Sürme yaşı tamamlandığı halde normal kapanışta yerini alamamış kemik ve yumuşak doku içerisinde bütünüyle veya kısmen kalmış dişler 'Gömülü diş' olarak tanımlanmaktadır. Alt yirmi yaş dişlerinin gömülü kalma nedenleri genel olarak üç ana başlık altında toplanmaktadır. Bunlar;

1. Lokal faktörler: Komşu dişin yapı ve dizi bozukluğu nedeni ile oluşturduğu baskı, uzun süreli kronik iltihaplanma, dişin çevresindeki doku yoğunluğu, süt dişlerinin uzun süre düşmemesi, çenelerin gelişimlerini tamamlamalarına bağlı olarak gelişen yer darlığı , dişlerin gelişim anomalisi veya germin başka bir yönde bulunması, dişin sürmesi sırasında anatomik veya patolojik herhangi bir engelle karşılaşması , çocuklarda ateşli hastalıklar sonucu kemikte meydana gelen değişiklikler

2. Sistemik faktörler

A - Prenatal faktörler: Heredite, hatalı beslenme, spesifik enfeksiyonlar
B - Postnatal faktörler: Raşitizm, anemi, herdeiter sifiliz ve tüberküloz, gelişmemiş çenelerde yer darlığı, çene ve çevre doku hastalıkları, endokrinal hastalıklar, travma, beslenme bozukluğu
3. Bozuk gelişmeler: Cleido-craniyal dizostoz, Oksisefali, Projeri, Akondroplazi, Damak yarığı

Alt gömülü 20 yaş dişlerinin gerekli hallerde çekilmemeleri halinde oluşabilecek komplikasyonlar şu şekilde sınıflandırılabilmektedir:

1 Perikoronitis:
Teorik olarak perikoronitis ağızdaki tüm dişlerde görülebildiği halde vakaların çoğunda en fazla alt 20 yaş dişlerinde belirgindir.
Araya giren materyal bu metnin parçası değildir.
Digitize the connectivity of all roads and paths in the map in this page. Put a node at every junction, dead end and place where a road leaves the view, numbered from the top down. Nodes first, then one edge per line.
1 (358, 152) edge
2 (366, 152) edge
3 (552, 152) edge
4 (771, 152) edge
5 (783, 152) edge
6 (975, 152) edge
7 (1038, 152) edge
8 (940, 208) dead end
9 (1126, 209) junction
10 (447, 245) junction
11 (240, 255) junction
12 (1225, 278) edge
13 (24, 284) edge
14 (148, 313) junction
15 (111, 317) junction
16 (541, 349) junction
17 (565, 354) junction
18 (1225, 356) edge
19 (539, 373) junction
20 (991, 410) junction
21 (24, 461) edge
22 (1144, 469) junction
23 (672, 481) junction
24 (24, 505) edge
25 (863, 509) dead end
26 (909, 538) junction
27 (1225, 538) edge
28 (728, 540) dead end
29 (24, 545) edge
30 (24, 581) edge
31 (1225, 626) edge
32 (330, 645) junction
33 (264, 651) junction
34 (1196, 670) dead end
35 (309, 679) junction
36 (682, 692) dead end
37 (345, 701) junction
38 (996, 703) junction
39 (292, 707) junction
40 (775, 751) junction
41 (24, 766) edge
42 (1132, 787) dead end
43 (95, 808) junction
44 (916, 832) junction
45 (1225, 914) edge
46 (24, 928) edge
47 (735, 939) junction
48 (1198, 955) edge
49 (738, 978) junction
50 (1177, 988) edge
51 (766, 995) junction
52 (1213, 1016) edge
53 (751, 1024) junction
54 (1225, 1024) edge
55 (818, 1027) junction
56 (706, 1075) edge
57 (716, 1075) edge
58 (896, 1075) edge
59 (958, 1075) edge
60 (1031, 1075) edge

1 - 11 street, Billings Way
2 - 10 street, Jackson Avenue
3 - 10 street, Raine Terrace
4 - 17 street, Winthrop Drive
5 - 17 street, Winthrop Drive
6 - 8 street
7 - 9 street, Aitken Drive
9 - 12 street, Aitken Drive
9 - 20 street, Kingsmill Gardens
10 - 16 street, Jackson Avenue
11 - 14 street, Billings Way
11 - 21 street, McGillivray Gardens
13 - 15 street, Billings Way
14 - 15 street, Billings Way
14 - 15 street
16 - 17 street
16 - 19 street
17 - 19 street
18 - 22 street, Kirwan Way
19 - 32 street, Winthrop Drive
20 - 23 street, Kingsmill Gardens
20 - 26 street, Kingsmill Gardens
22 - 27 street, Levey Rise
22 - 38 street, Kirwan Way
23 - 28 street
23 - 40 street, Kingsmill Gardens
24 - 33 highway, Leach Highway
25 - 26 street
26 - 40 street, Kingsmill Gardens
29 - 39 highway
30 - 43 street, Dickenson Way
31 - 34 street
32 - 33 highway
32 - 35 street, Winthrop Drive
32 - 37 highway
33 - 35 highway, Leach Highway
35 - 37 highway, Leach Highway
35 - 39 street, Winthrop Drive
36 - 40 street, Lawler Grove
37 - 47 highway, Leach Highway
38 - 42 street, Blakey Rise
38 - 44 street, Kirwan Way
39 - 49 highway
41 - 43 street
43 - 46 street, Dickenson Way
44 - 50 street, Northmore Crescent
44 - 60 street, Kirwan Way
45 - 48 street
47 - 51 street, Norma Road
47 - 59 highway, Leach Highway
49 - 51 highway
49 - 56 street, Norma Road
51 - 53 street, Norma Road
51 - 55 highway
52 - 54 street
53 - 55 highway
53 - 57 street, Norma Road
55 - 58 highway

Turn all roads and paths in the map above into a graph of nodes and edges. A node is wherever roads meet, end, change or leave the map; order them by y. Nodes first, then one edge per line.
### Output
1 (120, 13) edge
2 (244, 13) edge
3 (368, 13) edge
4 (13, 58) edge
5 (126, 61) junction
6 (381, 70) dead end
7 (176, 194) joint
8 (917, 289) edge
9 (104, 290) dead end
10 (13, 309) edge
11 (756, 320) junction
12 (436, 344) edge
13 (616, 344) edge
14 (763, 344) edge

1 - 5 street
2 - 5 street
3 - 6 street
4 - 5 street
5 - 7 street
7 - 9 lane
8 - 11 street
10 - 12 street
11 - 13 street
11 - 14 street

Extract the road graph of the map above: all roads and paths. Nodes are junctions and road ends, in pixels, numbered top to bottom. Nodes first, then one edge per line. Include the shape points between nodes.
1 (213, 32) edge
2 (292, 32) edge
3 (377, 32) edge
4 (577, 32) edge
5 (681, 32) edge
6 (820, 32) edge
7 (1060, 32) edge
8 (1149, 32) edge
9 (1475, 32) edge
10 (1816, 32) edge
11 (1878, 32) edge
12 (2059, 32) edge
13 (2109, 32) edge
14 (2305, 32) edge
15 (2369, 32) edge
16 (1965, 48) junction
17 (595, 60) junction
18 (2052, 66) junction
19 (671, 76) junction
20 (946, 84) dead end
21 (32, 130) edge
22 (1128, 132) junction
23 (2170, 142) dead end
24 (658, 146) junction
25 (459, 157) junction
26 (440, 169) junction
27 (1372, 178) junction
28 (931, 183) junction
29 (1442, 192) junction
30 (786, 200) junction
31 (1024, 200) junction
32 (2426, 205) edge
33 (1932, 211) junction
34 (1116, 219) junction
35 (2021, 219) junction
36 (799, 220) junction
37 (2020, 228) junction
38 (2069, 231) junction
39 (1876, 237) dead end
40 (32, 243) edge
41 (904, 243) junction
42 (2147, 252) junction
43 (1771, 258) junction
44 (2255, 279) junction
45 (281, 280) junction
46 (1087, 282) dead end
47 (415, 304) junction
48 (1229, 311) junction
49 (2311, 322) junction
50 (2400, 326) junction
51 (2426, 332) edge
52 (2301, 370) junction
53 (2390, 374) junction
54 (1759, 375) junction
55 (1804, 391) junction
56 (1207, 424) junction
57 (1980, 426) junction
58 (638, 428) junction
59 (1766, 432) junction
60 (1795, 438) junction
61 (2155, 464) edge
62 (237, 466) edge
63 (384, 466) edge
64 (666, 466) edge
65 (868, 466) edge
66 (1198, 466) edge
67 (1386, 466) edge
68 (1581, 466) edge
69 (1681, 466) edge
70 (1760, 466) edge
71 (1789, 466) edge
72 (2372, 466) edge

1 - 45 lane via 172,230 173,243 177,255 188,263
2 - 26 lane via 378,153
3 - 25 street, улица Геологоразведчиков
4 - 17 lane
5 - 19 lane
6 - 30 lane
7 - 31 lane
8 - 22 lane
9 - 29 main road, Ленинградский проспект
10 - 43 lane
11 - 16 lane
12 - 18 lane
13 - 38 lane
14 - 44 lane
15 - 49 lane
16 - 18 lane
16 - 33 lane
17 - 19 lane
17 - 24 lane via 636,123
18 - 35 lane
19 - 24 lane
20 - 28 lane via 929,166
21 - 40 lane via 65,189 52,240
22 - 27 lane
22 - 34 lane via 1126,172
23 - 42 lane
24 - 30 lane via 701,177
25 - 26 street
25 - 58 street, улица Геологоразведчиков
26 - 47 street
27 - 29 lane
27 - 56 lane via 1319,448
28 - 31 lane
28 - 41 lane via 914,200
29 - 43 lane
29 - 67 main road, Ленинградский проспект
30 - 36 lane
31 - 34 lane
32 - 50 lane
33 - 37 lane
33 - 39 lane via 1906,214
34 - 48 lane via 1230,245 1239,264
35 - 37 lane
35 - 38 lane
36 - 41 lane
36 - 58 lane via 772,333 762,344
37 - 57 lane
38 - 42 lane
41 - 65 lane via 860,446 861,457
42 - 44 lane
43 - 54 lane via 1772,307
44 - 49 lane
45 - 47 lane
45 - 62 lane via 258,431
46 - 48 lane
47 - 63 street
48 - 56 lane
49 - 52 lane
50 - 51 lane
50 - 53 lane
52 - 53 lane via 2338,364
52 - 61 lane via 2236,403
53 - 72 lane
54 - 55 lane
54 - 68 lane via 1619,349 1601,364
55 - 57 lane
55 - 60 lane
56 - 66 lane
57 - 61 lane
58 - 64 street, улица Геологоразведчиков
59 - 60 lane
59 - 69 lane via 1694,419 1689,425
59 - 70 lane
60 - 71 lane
Özellikle gömülü alt 20 yaş dişlerinin neden olduğu bir enfeksiyon şekli olup yarı gömülü dişlerde kronu çevreleyen yumuşak dokuların enfeksiyonu olarak tanımlanmaktadır. Meydana gelen iltihaplanma akut, subakut veya kronik tipte olmakta ve bazı vakalarda ülseratif gingivitis görülmektedir. Kısmen sürmüş dişin üzerindeki dişeti ve diş kronu arasında bir folikül meydana gelmektedir. Bu folikül ağız boşluğu ile ilişkili olup klinik muayene sırasında yumuşak dokuda bu açıklık gözlenebilmektedir. Her iki cinsiyette eşit oranda, en çok 16-30 yaş arasında ve sıklıkla bahar aylarında görülmektedir. Entelektüel bireylerde görülme riski daha fazladır. Bu durumun sosyoekonomik seviyesi düşük toplumlarda 20 yaş dişinin erkenden çekilmesine bağlı olduğu düşünülmektedir. Perikoronitis tablosununu alevlendiren etkenler arasında üst solunum yolu enfeksiyonları, emosyonel stres, zayıflık, gebelik (özellikle 2. trimester) sayılmaktadır.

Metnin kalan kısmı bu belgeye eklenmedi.